What the exercise asks >> Take each line of the data that contains the string "graph" and copy it.

[Saved entries]
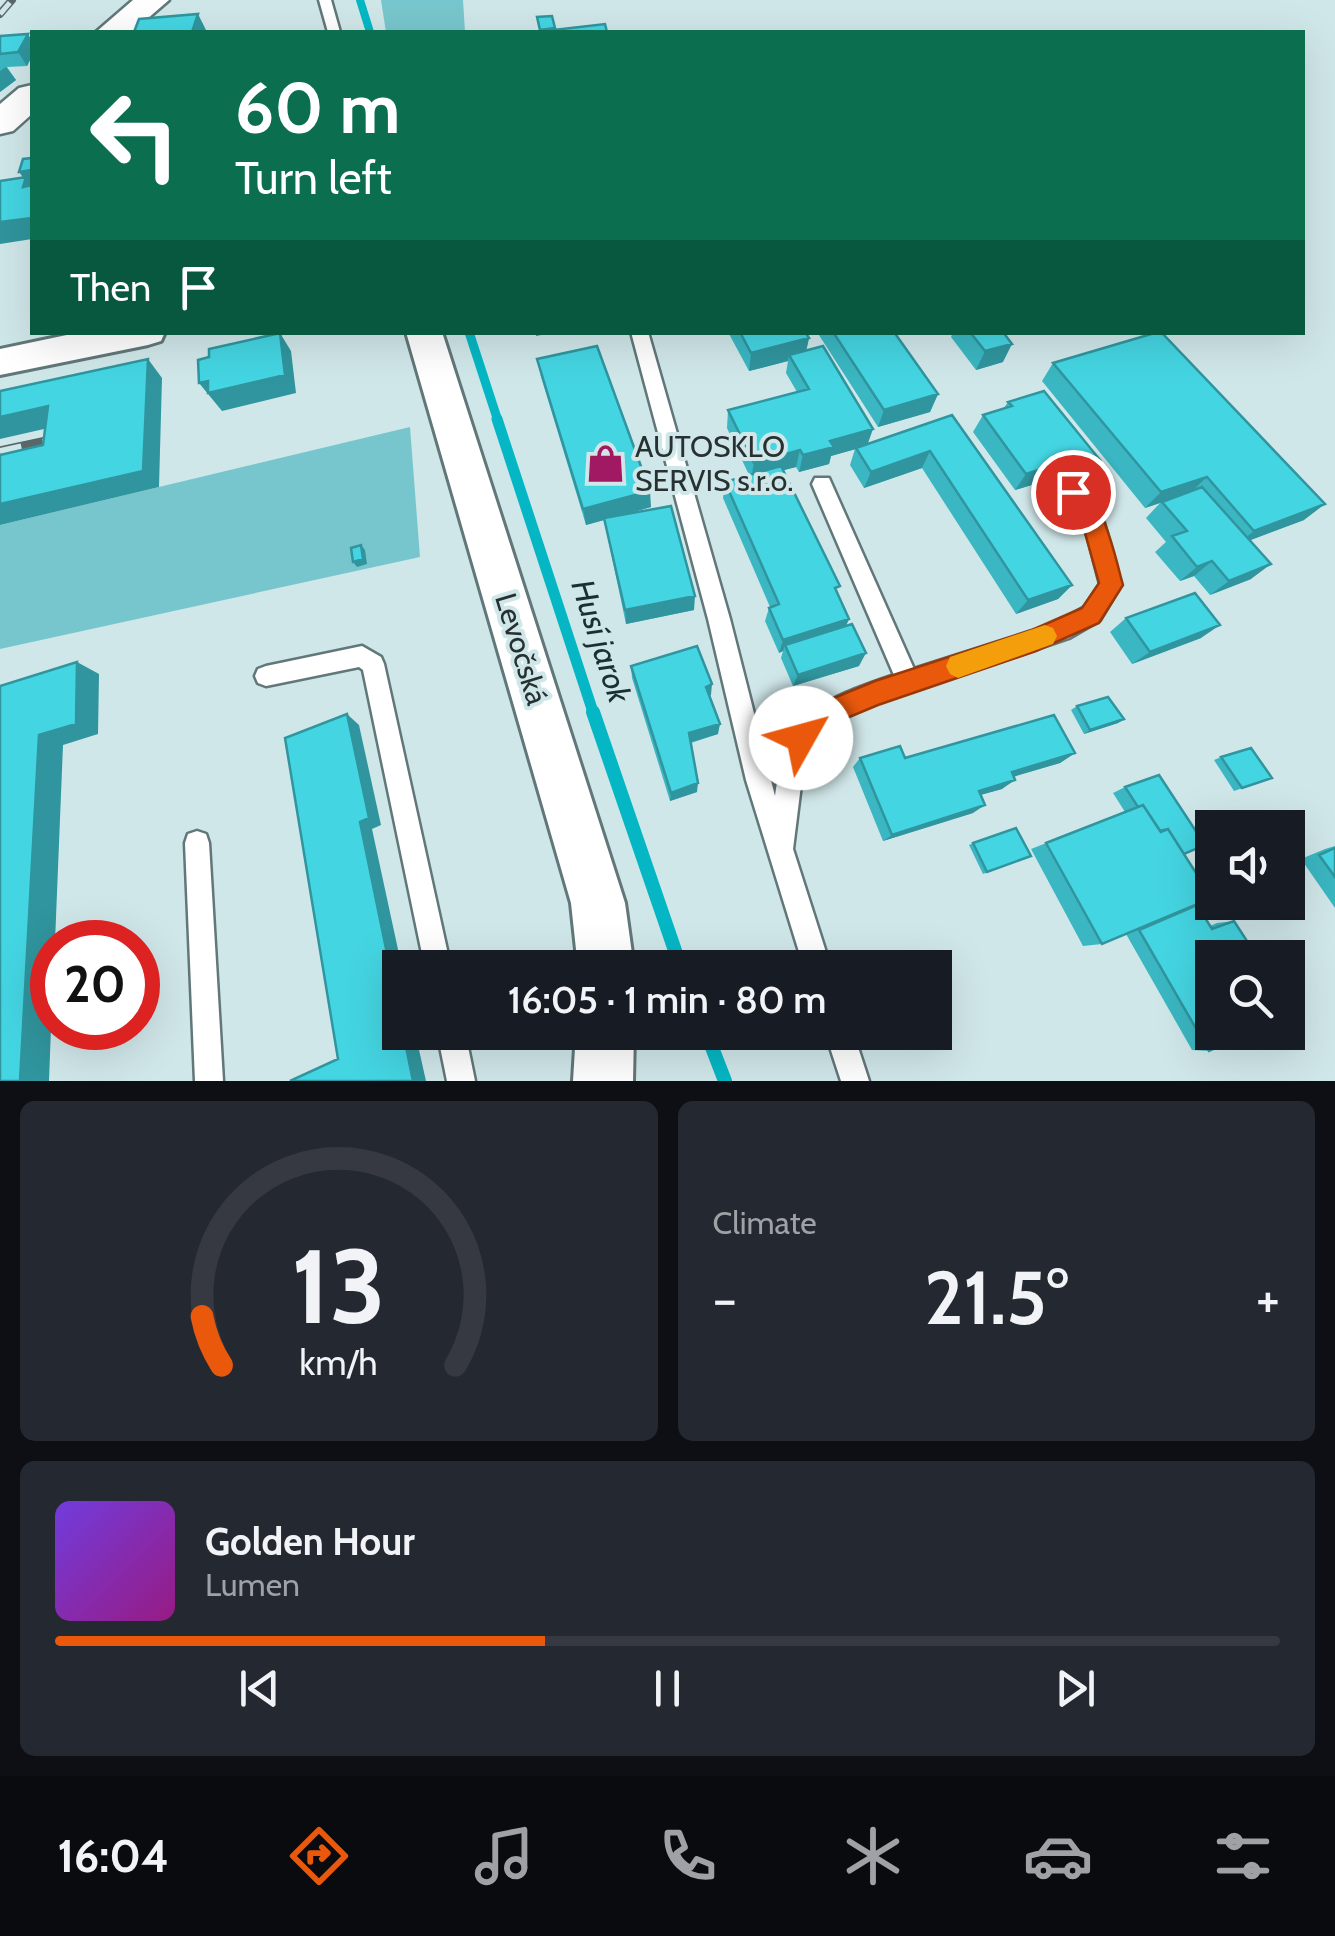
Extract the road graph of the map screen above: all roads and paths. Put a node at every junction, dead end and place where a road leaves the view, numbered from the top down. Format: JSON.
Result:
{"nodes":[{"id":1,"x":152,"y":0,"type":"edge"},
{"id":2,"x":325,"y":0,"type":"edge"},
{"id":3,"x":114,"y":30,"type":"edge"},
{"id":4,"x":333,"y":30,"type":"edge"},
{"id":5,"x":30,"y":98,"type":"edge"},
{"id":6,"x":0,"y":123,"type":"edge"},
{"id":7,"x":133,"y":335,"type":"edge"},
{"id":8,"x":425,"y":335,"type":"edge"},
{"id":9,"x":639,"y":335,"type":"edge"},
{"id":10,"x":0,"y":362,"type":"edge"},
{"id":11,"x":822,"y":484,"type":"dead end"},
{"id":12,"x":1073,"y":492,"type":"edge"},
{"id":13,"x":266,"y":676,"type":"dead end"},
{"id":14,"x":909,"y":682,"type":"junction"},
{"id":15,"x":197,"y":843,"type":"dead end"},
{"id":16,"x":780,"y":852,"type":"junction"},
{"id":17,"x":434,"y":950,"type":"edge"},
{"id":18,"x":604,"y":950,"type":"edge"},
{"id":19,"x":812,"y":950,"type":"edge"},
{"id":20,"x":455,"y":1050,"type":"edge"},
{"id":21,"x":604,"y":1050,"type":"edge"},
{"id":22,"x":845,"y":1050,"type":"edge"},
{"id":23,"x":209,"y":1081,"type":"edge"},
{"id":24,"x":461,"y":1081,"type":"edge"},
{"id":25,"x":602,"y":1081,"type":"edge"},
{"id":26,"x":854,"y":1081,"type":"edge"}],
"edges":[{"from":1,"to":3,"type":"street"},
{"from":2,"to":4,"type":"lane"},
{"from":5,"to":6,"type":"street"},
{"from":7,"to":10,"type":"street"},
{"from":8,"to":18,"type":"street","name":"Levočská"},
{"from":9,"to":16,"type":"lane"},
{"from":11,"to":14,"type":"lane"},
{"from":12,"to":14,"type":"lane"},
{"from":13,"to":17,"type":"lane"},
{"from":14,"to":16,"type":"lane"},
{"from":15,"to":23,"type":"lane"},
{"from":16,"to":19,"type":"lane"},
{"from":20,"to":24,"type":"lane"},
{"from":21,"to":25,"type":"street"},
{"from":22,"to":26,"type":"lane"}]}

--

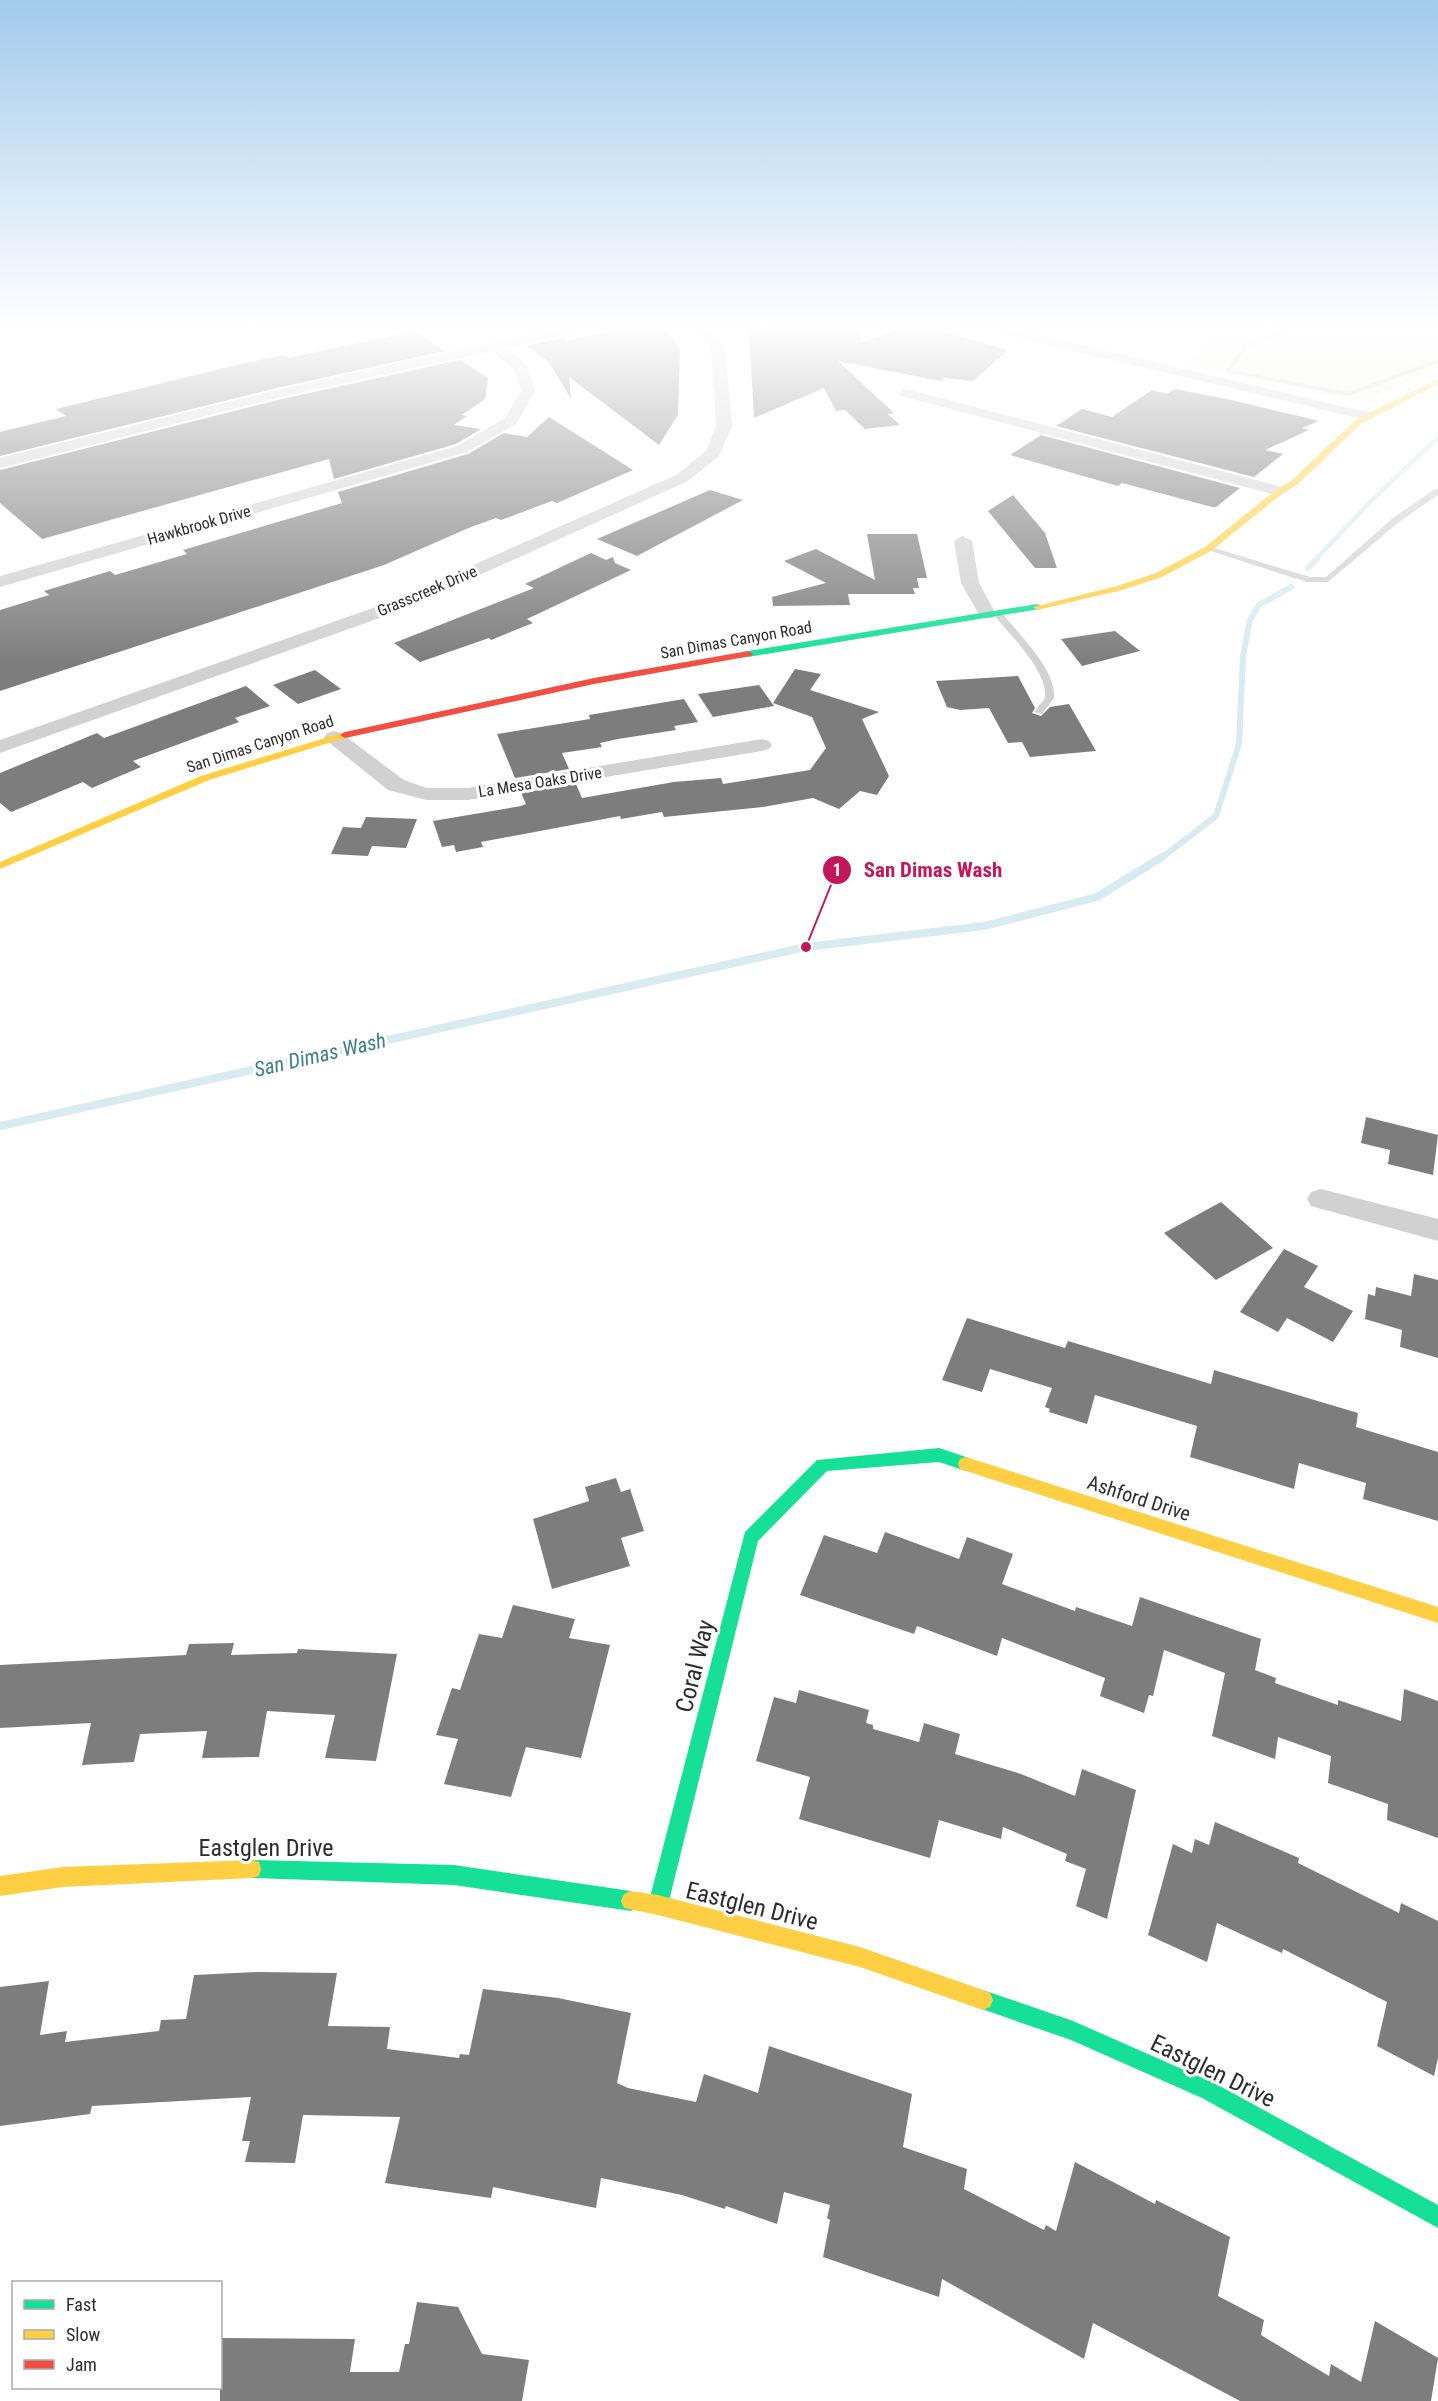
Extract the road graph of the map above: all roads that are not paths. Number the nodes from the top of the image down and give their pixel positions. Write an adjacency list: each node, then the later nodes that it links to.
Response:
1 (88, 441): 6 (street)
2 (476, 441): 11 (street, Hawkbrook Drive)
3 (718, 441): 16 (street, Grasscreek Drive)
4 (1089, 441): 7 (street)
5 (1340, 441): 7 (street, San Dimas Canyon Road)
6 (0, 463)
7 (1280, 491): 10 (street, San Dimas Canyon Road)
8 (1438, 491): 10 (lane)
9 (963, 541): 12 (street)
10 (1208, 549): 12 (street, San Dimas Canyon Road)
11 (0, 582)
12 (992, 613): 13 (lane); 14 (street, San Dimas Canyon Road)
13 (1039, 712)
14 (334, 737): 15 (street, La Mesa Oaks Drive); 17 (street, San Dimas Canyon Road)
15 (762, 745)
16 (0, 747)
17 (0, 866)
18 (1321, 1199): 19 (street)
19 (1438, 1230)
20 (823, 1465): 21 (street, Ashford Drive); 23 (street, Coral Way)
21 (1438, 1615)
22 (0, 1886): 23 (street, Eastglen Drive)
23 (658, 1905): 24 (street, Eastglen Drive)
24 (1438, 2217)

Answer area >>
Extract the road graph of the map screen above: all roads and paths. Put a node at every junction, dead end and place where a road leaves the view, numbered from the top down. Format: JSON.
Extract the road graph of the map above: all roads that are not paths. Number the nodes from the top of the image down and give their pixel positions. Write an adjacency list: each node, then the later nodes that it links to.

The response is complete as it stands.